Kids who are supposed to be learning about light waves, radio waves and the electromagnetic spectrum, she says, are instead wondering if they'll ever see their loved ones again.
"There's just fear and sadness written all over their faces," Bailiff says.
This is in no way an outlier. In the two days following an ICE raid in the New Mexico community of Las Cruces last year, “absences at elementary schools rose by almost a hundred and fifty per cent.” At Arrowhead Park Early College High, nearly entirely Latino, absentee rates went up by 25 percent. All together, “Las Cruces’s public schools saw a sixty-per-cent spike in absences compared to the previous week,” with rumors of more raids even forcing school district superintendent Greg Ewing to issue a bilingual letter to parents reassuring them that “we do not anticipate any ICE activity occurring on school campuses.”
Like in New Mexico, the fear among Tennessee’s Latino families didn’t differentiate between immigration status. According to research, “children in the broader Latino community can experience distress even if everyone in their family is authorized.” Some of the children who were kept home were from the families affected by the meatpacking plant raid, but others weren’t:
"Other families are afraid that if their kids go to school and they go to work, that maybe they won't see each other again," [Stephanie Teatro, co-executive director of the Tennessee Refugee & Immigrant Rights Coalition] said.

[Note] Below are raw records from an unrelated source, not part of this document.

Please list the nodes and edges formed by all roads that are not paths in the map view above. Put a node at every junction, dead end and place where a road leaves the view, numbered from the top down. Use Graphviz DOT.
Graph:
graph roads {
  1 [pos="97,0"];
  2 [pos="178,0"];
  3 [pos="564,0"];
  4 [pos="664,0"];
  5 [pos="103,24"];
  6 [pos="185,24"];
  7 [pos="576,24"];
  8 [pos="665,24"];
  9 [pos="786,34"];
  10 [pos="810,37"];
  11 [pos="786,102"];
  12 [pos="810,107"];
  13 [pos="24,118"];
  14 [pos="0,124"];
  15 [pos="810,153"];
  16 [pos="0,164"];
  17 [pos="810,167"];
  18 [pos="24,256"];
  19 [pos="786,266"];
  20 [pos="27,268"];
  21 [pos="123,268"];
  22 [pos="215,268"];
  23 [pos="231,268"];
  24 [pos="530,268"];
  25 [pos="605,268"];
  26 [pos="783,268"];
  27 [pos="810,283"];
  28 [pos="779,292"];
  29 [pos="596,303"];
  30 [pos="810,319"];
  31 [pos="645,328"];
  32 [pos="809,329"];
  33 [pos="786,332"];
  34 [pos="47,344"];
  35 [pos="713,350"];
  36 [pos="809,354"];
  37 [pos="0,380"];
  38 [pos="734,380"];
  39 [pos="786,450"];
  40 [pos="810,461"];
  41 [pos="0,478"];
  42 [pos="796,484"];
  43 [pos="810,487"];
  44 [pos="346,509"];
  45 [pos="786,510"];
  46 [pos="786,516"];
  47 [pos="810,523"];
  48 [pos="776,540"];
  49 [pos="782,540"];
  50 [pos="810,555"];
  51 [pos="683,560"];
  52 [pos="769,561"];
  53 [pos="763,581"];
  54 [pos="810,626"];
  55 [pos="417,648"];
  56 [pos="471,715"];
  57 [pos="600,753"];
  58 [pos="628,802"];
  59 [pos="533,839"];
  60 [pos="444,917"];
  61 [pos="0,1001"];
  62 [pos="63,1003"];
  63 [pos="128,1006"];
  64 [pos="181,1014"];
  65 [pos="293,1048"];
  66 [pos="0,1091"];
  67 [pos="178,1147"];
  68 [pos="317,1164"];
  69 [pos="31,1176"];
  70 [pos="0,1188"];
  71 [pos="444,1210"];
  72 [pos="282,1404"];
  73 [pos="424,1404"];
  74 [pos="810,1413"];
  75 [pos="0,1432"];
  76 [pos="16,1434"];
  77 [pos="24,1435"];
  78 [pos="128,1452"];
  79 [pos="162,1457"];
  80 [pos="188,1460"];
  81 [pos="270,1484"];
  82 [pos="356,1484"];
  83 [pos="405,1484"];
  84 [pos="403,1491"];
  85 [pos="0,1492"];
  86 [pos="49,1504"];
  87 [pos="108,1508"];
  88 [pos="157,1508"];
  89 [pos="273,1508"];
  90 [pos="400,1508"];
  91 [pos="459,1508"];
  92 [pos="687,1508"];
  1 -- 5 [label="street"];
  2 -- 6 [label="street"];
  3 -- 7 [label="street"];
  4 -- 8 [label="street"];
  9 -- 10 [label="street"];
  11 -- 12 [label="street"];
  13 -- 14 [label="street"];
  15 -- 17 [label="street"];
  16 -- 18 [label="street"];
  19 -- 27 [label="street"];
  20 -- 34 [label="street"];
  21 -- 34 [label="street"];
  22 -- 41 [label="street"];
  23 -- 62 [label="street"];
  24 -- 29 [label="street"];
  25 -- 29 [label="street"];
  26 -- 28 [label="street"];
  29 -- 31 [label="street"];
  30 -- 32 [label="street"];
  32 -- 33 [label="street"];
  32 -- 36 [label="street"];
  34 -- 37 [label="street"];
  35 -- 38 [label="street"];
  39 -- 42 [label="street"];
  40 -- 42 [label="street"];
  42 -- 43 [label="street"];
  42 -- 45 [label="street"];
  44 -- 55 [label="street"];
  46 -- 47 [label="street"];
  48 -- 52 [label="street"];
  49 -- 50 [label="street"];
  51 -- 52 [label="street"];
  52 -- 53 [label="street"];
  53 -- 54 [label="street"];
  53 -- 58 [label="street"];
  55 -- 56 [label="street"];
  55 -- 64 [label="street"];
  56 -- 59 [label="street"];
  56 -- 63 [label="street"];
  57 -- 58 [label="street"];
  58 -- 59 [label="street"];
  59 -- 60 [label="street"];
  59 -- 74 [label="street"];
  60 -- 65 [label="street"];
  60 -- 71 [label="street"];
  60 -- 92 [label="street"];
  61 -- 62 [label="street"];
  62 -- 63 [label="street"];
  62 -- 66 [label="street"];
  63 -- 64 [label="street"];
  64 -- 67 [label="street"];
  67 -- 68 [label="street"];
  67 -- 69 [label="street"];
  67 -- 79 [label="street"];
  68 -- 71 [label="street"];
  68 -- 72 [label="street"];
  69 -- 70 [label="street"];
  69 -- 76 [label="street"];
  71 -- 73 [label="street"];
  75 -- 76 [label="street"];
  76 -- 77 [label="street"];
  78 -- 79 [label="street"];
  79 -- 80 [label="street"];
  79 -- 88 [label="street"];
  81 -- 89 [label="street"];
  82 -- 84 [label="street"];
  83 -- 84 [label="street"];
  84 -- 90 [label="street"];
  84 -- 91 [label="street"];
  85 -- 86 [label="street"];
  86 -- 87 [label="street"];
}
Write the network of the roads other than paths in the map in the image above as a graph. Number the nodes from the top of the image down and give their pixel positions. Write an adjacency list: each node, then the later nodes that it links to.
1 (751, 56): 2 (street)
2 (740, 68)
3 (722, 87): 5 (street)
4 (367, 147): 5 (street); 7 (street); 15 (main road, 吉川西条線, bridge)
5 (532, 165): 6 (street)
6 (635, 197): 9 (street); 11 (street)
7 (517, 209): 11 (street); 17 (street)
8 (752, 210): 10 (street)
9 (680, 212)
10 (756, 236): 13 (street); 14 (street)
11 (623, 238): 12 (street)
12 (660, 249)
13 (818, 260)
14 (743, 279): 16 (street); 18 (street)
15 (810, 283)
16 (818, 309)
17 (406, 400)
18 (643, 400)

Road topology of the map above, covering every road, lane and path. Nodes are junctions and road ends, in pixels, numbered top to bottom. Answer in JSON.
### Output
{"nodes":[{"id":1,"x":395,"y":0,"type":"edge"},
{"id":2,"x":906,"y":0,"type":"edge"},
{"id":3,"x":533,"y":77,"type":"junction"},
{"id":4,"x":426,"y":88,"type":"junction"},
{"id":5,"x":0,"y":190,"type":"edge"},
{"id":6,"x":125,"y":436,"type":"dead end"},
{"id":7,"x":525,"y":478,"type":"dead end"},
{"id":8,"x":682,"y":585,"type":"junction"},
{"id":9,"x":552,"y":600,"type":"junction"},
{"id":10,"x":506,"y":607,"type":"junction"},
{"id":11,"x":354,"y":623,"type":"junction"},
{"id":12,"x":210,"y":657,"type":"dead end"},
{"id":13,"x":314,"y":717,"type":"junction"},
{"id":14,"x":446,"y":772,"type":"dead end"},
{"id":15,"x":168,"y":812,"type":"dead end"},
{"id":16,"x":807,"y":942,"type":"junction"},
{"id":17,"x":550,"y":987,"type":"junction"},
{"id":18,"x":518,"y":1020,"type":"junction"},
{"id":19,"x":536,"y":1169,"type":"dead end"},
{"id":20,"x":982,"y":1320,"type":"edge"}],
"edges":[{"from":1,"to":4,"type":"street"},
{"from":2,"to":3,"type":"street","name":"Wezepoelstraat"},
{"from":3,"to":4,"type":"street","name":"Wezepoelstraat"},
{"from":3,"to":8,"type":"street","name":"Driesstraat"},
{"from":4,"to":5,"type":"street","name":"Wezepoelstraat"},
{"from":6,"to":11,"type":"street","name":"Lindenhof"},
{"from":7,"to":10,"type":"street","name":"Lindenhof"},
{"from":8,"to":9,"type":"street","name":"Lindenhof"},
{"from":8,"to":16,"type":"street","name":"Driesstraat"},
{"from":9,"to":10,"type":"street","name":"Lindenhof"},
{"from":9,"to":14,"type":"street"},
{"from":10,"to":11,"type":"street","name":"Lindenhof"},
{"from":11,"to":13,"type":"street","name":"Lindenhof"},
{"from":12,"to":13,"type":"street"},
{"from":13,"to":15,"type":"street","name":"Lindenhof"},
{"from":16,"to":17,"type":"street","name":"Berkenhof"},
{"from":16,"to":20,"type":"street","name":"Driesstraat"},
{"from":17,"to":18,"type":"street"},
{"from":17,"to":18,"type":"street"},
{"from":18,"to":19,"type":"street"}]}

Schools are accustomed to dealing with traumatic events, [district superintendent Jeff] Perry said, such as the sudden death of a family member or an accident with severe injuries.
But the scale of the immigration sweep, he said, made the impact even more pronounced.
"We've never had anything of this magnitude," he said.
American immigration policies are broken, and they are traumatizing generations of American kids. “Children who have been separated from their parents frequently show signs of trauma, including anxiety, depression, frequent crying, disrupted eating and sleeping, and difficulties in school.” According to CNN, “more than 100 local educators gathered at a church ... for a workshop on how to help students through the crisis”:
At a session led by immigrant rights activists, the teachers became the students.
They used brightly colored markers to express their emotions on big sheets of white paper:
I feel helpless.
I cried Thursday night, wondering which of my students were without parents.
Most of these children are US citizens.
I do not want to live in a place where people I have known for so long can be taken away from me in a second.
Community members have stepped in as well, packing Hillcrest Elementary School’s gym for a prayer vigil and to hear from children and their families. “A boy described how his dad, who was detained in the raid, used to make dinner and play soccer with him”:
A boy described how his dad, who was detained in the raid, used to make dinner and play soccer with him.
"One time," he said, "he even taught me how to shave, even though I don't have the hair yet."
A little girl stepped forward, her hair in a ponytail, her head unable to peer above the podium.
She handed a letter to a man emceeing the event and asked him to read it:
"My uncle takes care of me when I am sick. He always helps me after school. He takes me places like the mall and helps me with my homework. He's a good person. I feel angry and sad they took him away."
Another child followed her to the front of the room, reading a letter about his uncle. He paused after he finished and looked out at the crowd.
"Thank you," he said, "for hearing me."